**TASK OBJECTIVE**. Show each line of the listing in which the word "junctions" occurs.

**MATERIALS PROVIDED**.

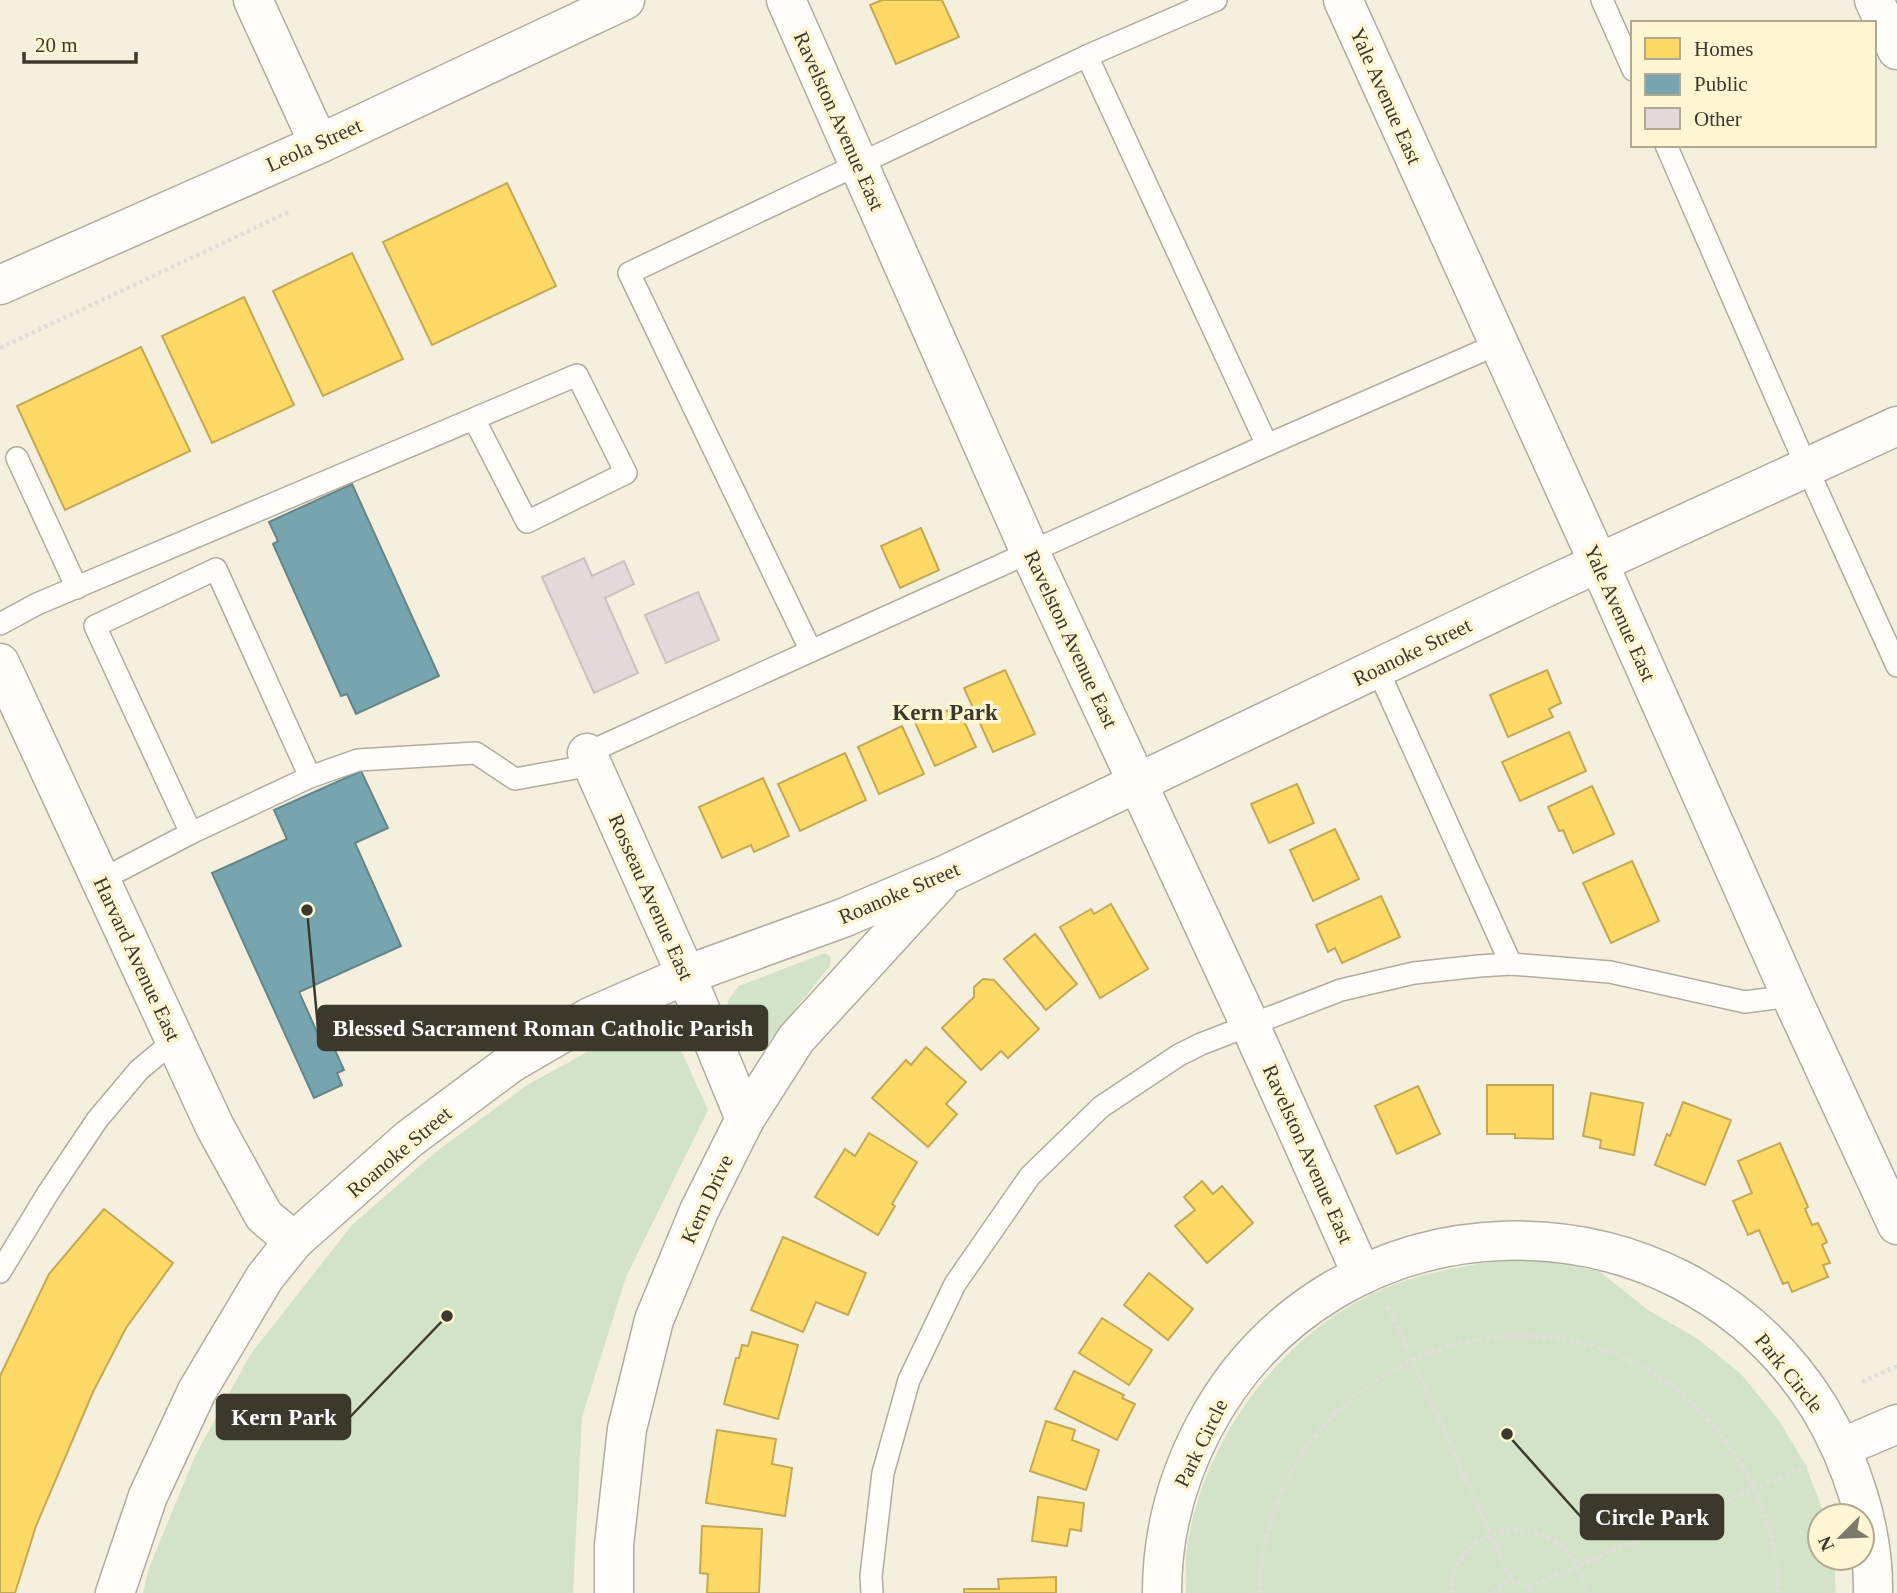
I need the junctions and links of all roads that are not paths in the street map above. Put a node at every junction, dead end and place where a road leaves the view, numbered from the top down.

---

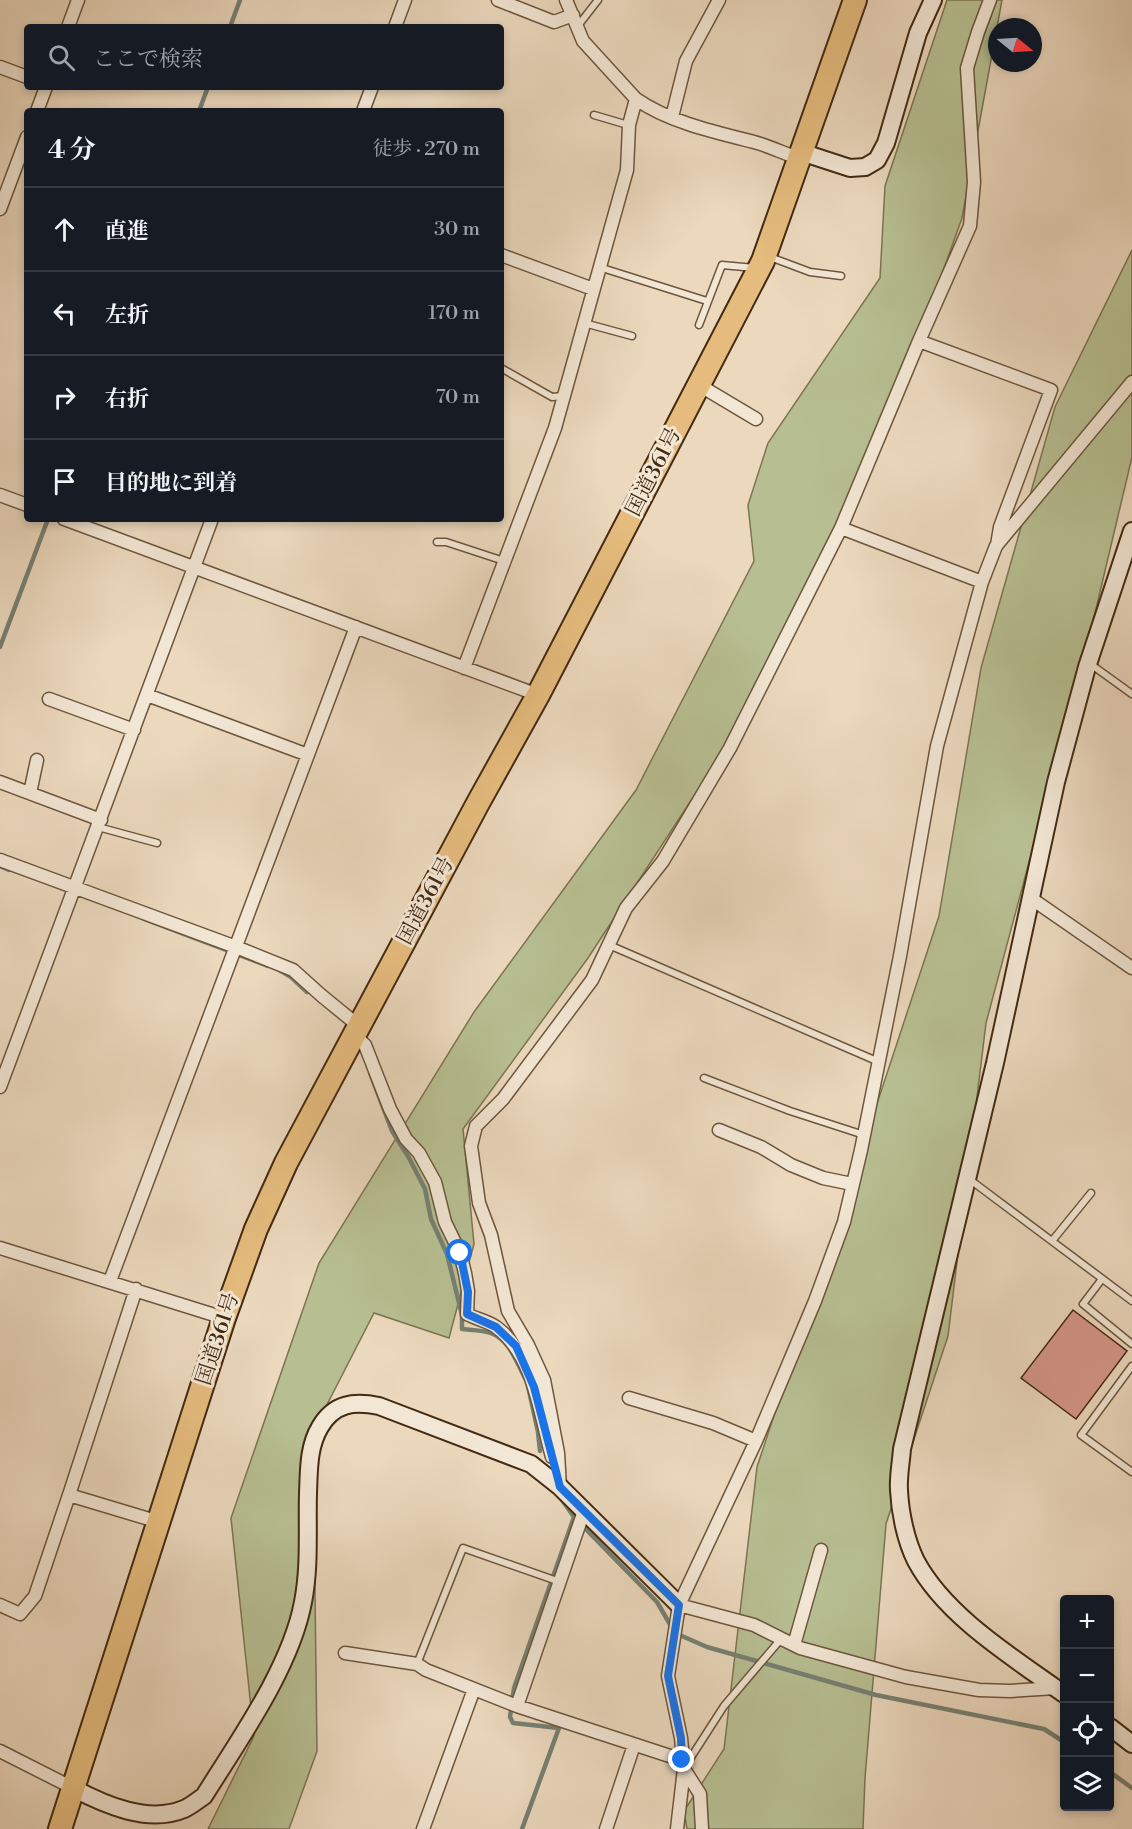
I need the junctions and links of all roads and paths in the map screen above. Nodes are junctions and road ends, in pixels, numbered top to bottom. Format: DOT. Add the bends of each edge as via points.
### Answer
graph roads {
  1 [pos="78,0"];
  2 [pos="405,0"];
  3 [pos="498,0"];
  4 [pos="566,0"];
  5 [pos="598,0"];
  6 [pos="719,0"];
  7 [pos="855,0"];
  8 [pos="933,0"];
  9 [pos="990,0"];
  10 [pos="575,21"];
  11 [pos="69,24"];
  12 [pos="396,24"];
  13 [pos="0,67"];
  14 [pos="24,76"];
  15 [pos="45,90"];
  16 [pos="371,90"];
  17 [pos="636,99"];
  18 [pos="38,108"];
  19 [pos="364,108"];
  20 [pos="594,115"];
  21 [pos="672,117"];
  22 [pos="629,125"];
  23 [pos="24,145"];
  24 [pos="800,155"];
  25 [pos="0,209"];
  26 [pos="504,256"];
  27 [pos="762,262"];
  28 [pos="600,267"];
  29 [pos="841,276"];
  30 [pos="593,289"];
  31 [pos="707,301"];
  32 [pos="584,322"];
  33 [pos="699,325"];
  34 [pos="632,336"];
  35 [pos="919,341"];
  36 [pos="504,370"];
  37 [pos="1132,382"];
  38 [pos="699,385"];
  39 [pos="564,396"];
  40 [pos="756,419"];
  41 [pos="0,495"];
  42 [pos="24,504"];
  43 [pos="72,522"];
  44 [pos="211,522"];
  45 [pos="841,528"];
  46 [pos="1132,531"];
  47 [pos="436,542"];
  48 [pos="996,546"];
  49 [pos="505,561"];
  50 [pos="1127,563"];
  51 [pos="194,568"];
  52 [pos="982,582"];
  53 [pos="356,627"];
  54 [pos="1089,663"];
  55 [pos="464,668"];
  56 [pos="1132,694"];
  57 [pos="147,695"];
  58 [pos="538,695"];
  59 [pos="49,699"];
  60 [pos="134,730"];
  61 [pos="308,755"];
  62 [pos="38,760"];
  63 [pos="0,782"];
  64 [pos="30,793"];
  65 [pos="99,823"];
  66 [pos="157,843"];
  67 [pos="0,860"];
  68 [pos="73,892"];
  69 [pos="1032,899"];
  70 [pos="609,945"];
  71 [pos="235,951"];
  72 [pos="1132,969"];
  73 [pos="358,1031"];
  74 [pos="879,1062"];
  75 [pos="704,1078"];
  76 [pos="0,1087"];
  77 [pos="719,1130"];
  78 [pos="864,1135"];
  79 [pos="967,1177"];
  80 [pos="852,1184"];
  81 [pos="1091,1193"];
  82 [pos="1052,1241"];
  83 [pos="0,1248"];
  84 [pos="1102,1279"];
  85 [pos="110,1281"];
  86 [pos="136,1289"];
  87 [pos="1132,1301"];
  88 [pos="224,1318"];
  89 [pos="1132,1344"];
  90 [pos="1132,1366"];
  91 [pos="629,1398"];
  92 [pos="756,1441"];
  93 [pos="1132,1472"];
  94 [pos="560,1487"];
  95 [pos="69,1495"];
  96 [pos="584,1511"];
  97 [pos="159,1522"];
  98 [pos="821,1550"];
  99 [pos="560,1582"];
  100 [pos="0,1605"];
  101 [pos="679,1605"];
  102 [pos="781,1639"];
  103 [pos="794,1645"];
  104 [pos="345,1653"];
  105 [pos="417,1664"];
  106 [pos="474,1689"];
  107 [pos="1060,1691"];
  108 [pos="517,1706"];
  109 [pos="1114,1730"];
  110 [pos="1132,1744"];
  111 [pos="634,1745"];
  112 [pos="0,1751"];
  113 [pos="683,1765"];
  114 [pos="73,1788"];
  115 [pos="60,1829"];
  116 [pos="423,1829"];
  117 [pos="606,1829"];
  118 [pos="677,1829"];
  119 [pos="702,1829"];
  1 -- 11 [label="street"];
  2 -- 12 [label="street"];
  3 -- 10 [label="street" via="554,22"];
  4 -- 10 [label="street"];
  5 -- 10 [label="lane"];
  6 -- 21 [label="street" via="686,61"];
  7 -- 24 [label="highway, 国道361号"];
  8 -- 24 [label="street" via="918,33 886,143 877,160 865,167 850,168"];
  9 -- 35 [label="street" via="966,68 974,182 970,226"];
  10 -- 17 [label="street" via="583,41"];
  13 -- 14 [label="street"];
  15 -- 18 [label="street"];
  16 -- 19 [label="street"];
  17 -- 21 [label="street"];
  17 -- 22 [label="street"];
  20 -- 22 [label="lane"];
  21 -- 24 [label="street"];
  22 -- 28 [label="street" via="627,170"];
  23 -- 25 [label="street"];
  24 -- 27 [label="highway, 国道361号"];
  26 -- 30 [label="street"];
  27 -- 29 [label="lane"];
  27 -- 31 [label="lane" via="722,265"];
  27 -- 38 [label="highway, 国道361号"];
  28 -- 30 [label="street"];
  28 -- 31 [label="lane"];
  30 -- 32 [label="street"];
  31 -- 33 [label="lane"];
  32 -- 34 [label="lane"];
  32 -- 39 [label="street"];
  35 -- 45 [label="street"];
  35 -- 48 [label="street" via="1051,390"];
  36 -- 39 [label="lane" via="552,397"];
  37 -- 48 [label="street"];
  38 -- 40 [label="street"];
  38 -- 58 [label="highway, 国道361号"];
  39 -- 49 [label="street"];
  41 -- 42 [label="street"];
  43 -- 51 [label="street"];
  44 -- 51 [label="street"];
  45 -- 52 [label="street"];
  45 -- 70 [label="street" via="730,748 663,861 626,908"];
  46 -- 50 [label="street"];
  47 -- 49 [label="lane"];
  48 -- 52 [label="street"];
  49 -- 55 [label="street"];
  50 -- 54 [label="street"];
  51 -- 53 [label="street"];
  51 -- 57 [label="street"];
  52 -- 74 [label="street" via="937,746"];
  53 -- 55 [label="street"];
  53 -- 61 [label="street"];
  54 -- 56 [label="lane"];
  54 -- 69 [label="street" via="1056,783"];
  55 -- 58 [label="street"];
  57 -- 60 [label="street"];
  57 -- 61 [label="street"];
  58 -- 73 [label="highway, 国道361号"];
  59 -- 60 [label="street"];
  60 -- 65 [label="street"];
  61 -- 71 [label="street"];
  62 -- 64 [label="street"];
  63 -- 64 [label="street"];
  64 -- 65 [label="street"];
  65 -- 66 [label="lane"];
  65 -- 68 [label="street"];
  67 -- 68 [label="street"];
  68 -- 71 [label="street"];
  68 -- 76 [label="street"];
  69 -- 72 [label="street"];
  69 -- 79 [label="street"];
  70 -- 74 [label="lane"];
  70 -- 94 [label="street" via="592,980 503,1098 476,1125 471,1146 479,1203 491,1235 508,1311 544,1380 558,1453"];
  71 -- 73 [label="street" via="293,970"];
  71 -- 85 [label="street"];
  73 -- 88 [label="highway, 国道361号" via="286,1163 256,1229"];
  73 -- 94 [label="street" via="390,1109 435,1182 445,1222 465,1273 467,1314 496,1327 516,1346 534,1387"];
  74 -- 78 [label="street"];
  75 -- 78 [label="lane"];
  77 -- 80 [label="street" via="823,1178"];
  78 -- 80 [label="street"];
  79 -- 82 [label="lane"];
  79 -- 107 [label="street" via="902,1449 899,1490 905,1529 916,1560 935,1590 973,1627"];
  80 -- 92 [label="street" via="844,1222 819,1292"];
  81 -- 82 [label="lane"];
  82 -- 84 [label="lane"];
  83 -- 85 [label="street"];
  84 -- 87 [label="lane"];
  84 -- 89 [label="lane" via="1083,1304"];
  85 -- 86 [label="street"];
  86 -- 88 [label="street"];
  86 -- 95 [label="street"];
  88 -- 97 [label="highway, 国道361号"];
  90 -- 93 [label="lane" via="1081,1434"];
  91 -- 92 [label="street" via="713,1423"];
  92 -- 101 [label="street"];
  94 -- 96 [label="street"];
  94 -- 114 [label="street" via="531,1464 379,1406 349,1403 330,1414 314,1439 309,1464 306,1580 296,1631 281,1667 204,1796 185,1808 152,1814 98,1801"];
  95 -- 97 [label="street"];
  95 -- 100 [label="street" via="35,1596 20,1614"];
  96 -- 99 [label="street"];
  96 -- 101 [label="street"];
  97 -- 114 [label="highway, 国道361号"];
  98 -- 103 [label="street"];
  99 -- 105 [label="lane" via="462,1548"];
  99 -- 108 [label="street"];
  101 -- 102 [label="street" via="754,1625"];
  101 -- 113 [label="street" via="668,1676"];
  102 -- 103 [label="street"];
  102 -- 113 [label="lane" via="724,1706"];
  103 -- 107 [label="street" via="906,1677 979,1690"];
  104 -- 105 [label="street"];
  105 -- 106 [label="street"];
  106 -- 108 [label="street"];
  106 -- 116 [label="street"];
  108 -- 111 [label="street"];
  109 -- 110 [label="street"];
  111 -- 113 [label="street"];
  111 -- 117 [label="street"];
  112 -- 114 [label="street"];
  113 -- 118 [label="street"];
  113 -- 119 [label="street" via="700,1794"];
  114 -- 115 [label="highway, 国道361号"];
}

**RESULT**.
I need the junctions and links of all roads that are not paths in the street map above. Put a node at every junction, dead end and place where a road leaves the view, numbered from the top down.
I need the junctions and links of all roads and paths in the map screen above. Nodes are junctions and road ends, in pixels, numbered top to bottom. Format: DOT. Add the bends of each edge as via points.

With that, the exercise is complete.